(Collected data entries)

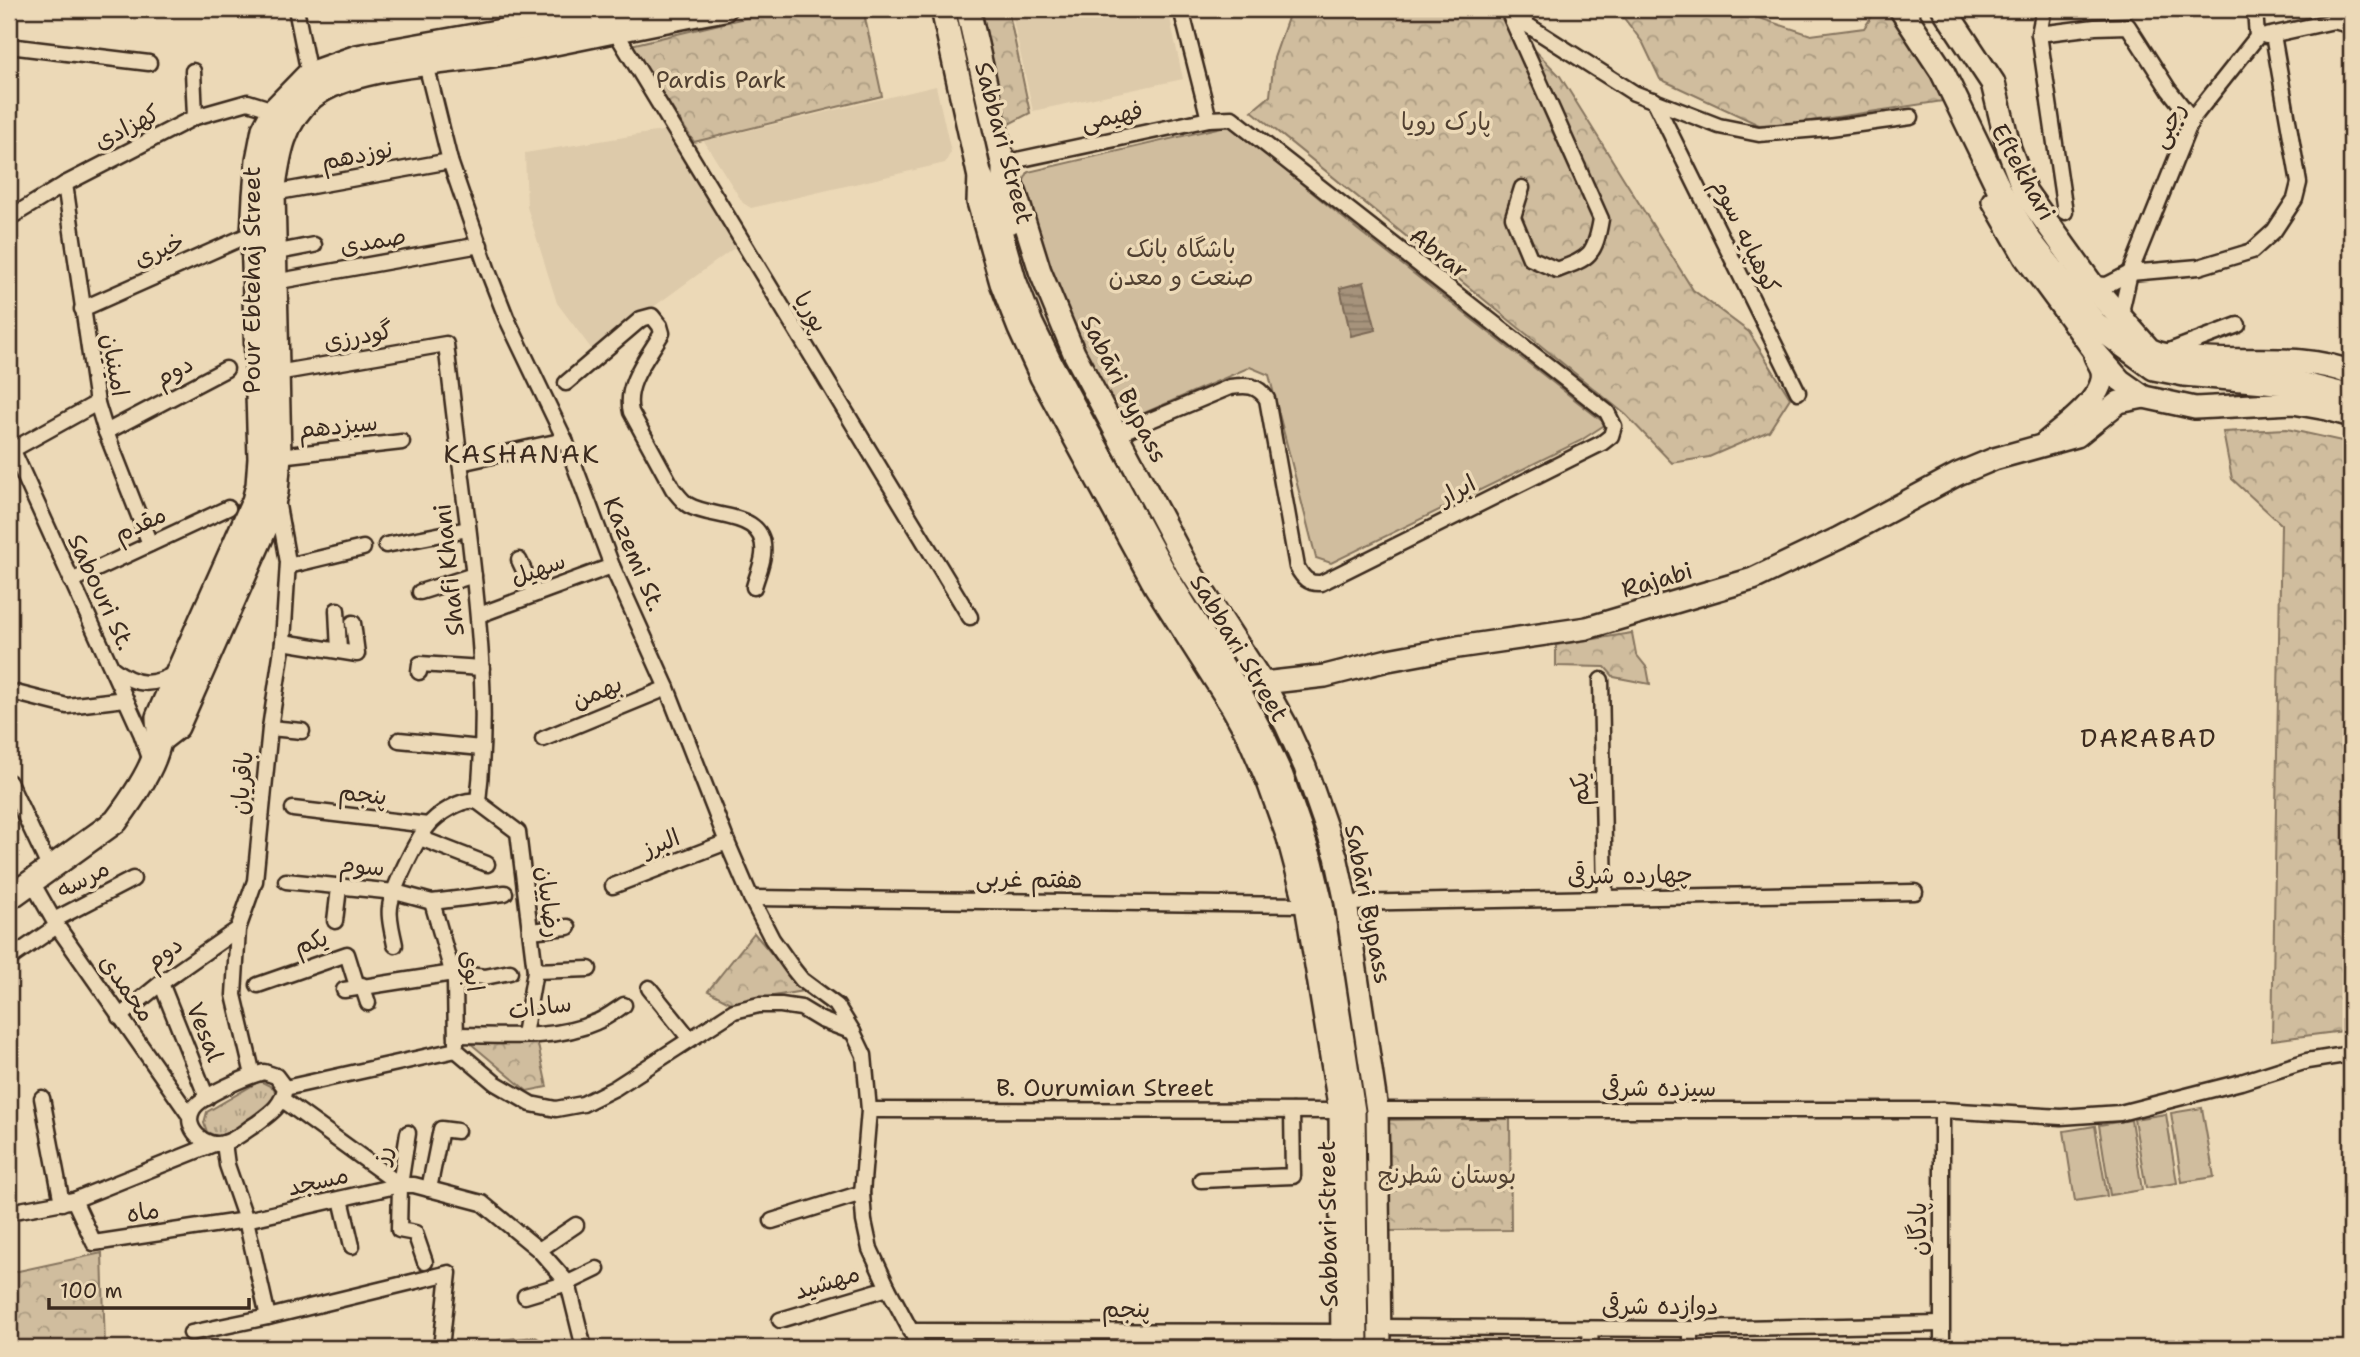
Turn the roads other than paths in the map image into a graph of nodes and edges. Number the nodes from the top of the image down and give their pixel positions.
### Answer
1 (296, 9) edge
2 (724, 9) edge
3 (943, 9) edge
4 (1181, 9) edge
5 (1901, 9) edge
6 (1944, 9) edge
7 (2044, 9) edge
8 (2255, 9) edge
9 (1508, 11) edge
10 (971, 15) edge
11 (617, 17) edge
12 (2351, 26) edge
13 (2039, 34) junction
14 (2273, 35) junction
15 (2258, 37) junction
16 (490, 44) junction
17 (9, 46) edge
18 (1975, 56) junction
19 (149, 63) dead end
20 (426, 64) junction
21 (193, 71) dead end
22 (1942, 71) junction
23 (309, 74) junction
24 (986, 86) junction
25 (962, 91) junction
26 (1654, 100) junction
27 (274, 110) junction
28 (1960, 112) junction
29 (195, 117) junction
30 (1911, 117) dead end
31 (1232, 118) joint
32 (1209, 119) junction
33 (2192, 119) junction
34 (450, 160) junction
35 (1003, 165) junction
36 (65, 184) junction
37 (1522, 188) dead end
38 (273, 193) junction
39 (2065, 212) dead end
40 (9, 218) edge
41 (253, 233) junction
42 (314, 245) dead end
43 (480, 245) junction
44 (273, 253) junction
45 (2130, 273) junction
46 (274, 282) junction
47 (2091, 284) junction
48 (82, 309) junction
49 (2238, 325) dead end
50 (2127, 327) junction
51 (446, 344) joint
52 (2092, 348) junction
53 (2159, 355) junction
54 (226, 369) dead end
55 (2350, 372) edge
56 (277, 373) junction
57 (566, 383) dead end
58 (1798, 392) dead end
59 (2144, 397) junction
60 (2351, 397) edge
61 (97, 403) junction
62 (2351, 416) edge
63 (106, 432) junction
64 (1117, 434) junction
65 (565, 440) junction
66 (402, 442) dead end
67 (10, 446) edge
68 (2041, 446) junction
69 (279, 456) junction
70 (460, 463) junction
71 (14, 469) edge
72 (276, 492) junction
73 (228, 508) dead end
74 (468, 529) junction
75 (150, 544) junction
76 (386, 545) dead end
77 (363, 548) dead end
78 (519, 560) dead end
79 (288, 566) junction
80 (612, 566) junction
81 (474, 575) junction
82 (71, 580) junction
83 (754, 587) dead end
84 (420, 592) dead end
85 (535, 594) junction
86 (337, 610) dead end
87 (479, 615) junction
88 (970, 617) dead end
89 (353, 623) dead end
90 (283, 642) junction
91 (339, 650) junction
92 (111, 667) junction
93 (420, 668) dead end
94 (482, 668) junction
95 (181, 670) junction
96 (1601, 680) dead end
97 (1263, 683) junction
98 (667, 688) junction
99 (12, 692) dead end
100 (125, 699) junction
101 (270, 728) junction
102 (302, 731) dead end
103 (543, 739) dead end
104 (399, 740) dead end
105 (481, 748) junction
106 (155, 751) junction
107 (9, 782) edge
108 (479, 797) junction
109 (293, 808) dead end
110 (424, 831) junction
111 (727, 842) junction
112 (487, 863) dead end
113 (41, 875) junction
114 (133, 879) dead end
115 (286, 881) dead end
116 (613, 886) dead end
117 (339, 888) junction
118 (395, 892) junction
119 (1915, 892) dead end
120 (505, 893) dead end
121 (9, 898) edge
122 (751, 898) junction
123 (1605, 898) junction
124 (432, 902) junction
125 (1327, 904) junction
126 (335, 921) dead end
127 (56, 923) junction
128 (568, 927) dead end
129 (238, 929) junction
130 (530, 931) junction
131 (394, 945) dead end
132 (9, 959) edge
133 (589, 969) dead end
134 (535, 971) junction
135 (453, 972) junction
136 (510, 972) dead end
137 (160, 983) junction
138 (258, 985) dead end
139 (354, 987) junction
140 (649, 988) dead end
141 (368, 1003) dead end
142 (624, 1005) dead end
143 (120, 1017) junction
144 (853, 1032) junction
145 (524, 1035) junction
146 (690, 1039) junction
147 (456, 1042) junction
148 (2351, 1054) edge
149 (253, 1075) junction
150 (284, 1094) junction
151 (42, 1098) dead end
152 (207, 1098) junction
153 (869, 1110) junction
154 (1942, 1110) junction
155 (1292, 1111) junction
156 (1359, 1111) junction
157 (190, 1116) junction
158 (457, 1131) dead end
159 (408, 1133) dead end
160 (219, 1144) junction
161 (1201, 1180) dead end
162 (400, 1185) junction
163 (429, 1189) junction
164 (862, 1193) junction
165 (341, 1199) junction
166 (68, 1202) junction
167 (9, 1212) edge
168 (246, 1220) junction
169 (772, 1221) dead end
170 (576, 1226) dead end
171 (352, 1247) dead end
172 (539, 1250) junction
173 (425, 1262) dead end
174 (597, 1269) dead end
175 (568, 1283) junction
176 (888, 1288) junction
177 (525, 1296) dead end
178 (268, 1317) junction
179 (780, 1321) dead end
180 (1941, 1324) junction
181 (1590, 1329) junction
182 (1691, 1329) junction
183 (910, 1331) junction
184 (191, 1333) dead end
185 (1379, 1338) edge
186 (1347, 1343) edge
187 (534, 1346) dead end
188 (441, 1348) edge
189 (502, 1348) edge
190 (584, 1348) edge
191 (920, 1348) edge
192 (1367, 1348) edge
193 (1591, 1348) edge
194 (1691, 1348) edge
195 (1942, 1348) edge

1 - 23 street
2 - 11 main road, Pour Ebtehaj Street
3 - 25 main road, Sabbari Street
4 - 32 street
5 - 22 main road, Eftekhari
6 - 18 main road, Eftekhari
7 - 13 street
8 - 15 street
9 - 26 street
9 - 37 street
10 - 24 main road
11 - 16 main road, Pour Ebtehaj Street
11 - 88 street, پوریا
12 - 14 street
13 - 33 street
13 - 39 street
14 - 15 street
14 - 45 street
15 - 33 street, رجبی
16 - 20 main road, Pour Ebtehaj Street
16 - 23 main road, Pour Ebtehaj Street
17 - 19 street
18 - 22 main road
18 - 47 main road, Eftekhari
20 - 34 street, Kazemi St.
20 - 38 main road, Pour Ebtehaj Street
21 - 29 street
22 - 28 main road, Eftekhari
23 - 27 main road, Pour Ebtehaj Street
24 - 25 main road
24 - 35 main road
25 - 125 main road, Sabbari Street
26 - 30 street
26 - 58 street, کوهپایه سوم
27 - 29 street, کهزادی
27 - 41 main road, Pour Ebtehaj Street
28 - 52 main road
28 - 60 main road, Eftekhari
29 - 36 street, کهزادی
31 - 32 street, فهیمی
31 - 64 street, ابرار
32 - 35 street, فهیمی
33 - 45 street, رجبی
34 - 38 street, نوزدهم
34 - 43 street, Kazemi St.
35 - 64 main road, Sabāri Bypass
35 - 125 main road
36 - 40 street, کهزادی
36 - 48 street, امینیان
38 - 44 main road, Pour Ebtehaj Street
41 - 48 street, خیری
41 - 95 main road, Pour Ebtehaj Street
42 - 44 street
43 - 46 street, صمدی
43 - 65 street, Kazemi St.
44 - 46 main road, Pour Ebtehaj Street
45 - 47 street
45 - 50 street, رجبی
46 - 56 main road, Pour Ebtehaj Street
47 - 50 main road, Eftekhari
48 - 61 street, امینیان
49 - 53 street
50 - 53 main road, Eftekhari
51 - 56 street, گودرزی
51 - 70 street, Shafi Khani
52 - 59 main road
52 - 68 main road, Rajabi
53 - 55 main road
54 - 63 street, دوم
56 - 69 main road, Pour Ebtehaj Street
57 - 83 street
59 - 62 main road
59 - 68 main road, Rajabi
61 - 63 street, امینیان
61 - 67 street
63 - 75 street, امینیان
64 - 97 main road, Sabāri Bypass
65 - 70 street
65 - 80 street, Kazemi St.
66 - 69 street, سیزدهم
67 - 71 street, Sabouri St.
68 - 97 main road, Rajabi
69 - 72 main road, Pour Ebtehaj Street
70 - 74 street, Shafi Khani
71 - 82 street, Sabouri St.
72 - 79 street, باقریان
72 - 106 main road, Pour Ebtehaj Street
73 - 75 street, مقدم
74 - 76 street
74 - 81 street, Shafi Khani
75 - 82 street, مقدم
77 - 79 street
78 - 85 street
79 - 90 street, باقریان
80 - 85 street, سهیل
80 - 98 street, Kazemi St.
81 - 84 street
81 - 87 street, Shafi Khani
82 - 92 street, Sabouri St.
85 - 87 street, سهیل
86 - 91 street
87 - 94 street, Shafi Khani
89 - 91 street
90 - 91 street
90 - 101 street, باقریان
92 - 95 street
92 - 100 street, Sabouri St.
93 - 94 street
94 - 105 street, Shafi Khani
95 - 106 main road, Pour Ebtehaj Street
96 - 123 street, یکم
97 - 125 main road, Sabāri Bypass
98 - 103 street, بهمن
98 - 111 street, Kazemi St.
99 - 100 street
100 - 106 street, Sabouri St.
101 - 102 street
101 - 129 street, باقریان
104 - 105 street
105 - 108 street, Shafi Khani
106 - 113 main road, Pour Ebtehaj Street
107 - 113 street, محمدی
108 - 110 street
108 - 130 street, رضاییان
109 - 110 street, پنجم
110 - 112 street, پنجم
110 - 118 street
111 - 116 street, البرز
111 - 122 street, Kazemi St.
113 - 121 main road, Pour Ebtehaj Street
113 - 127 street, محمدی
114 - 127 street, مرسه
115 - 117 street, سوم
117 - 118 street, سوم
117 - 126 street
118 - 124 street, سوم
118 - 131 street
119 - 123 street, چهارده شرقی
120 - 124 street
122 - 125 street, هفتم غربی
122 - 144 street, Kazemi St.
123 - 125 street, چهارده شرقی
124 - 135 street, ابوی
125 - 156 main road, Sabbari Street
127 - 132 street, مرسه
127 - 143 street, محمدی
128 - 130 street
129 - 137 street, دوم
129 - 149 street, باقریان
130 - 134 street, رضاییان
133 - 134 street
134 - 145 street, رضاییان
135 - 136 street
135 - 139 street
135 - 147 street, ابوی
137 - 143 street, دوم
137 - 152 street, Vesal
138 - 139 street, یکم
139 - 141 street
140 - 146 street
142 - 145 street, سادات
143 - 157 street, محمدی
144 - 146 street
144 - 153 street, Kazemi St.
145 - 147 street, سادات
146 - 147 street
147 - 150 street, سادات
148 - 154 street, سیزده شرقی
149 - 150 street
149 - 152 street
150 - 160 street
150 - 162 street
151 - 166 street
152 - 157 street
153 - 155 street, B. Ourumian Street
153 - 164 street, Kazemi St.
154 - 156 street, سیزده شرقی
154 - 180 street, پادگان
155 - 156 street, B. Ourumian Street
155 - 161 street
156 - 185 main road
156 - 186 main road, Sabbari Street
156 - 192 main road, Sabbari Street
157 - 160 street, محمدی
158 - 163 street
159 - 162 street, رز
160 - 166 street
160 - 168 street
162 - 163 street
162 - 165 street, مسجد
162 - 173 street, رز
163 - 172 street
164 - 169 street
164 - 176 street, Kazemi St.
165 - 168 street, مسجد
165 - 171 street
166 - 167 street
166 - 168 street, ماه
168 - 178 street
170 - 172 street
172 - 175 street
174 - 175 street
175 - 177 street
175 - 190 street
176 - 179 street, مهشید
176 - 183 street, Kazemi St.
178 - 184 street
178 - 188 street
180 - 182 street, دوازده شرقی
180 - 195 street, پادگان
181 - 182 street, دوازده شرقی
181 - 185 street, دوازده شرقی
181 - 193 street
182 - 194 street
183 - 186 street, پنجم
183 - 191 street, Kazemi St.
187 - 189 street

* Instructions for the task: Looking through the entries, count the lines that hold the word "پنجم" and state that count alone.

* Solution: 3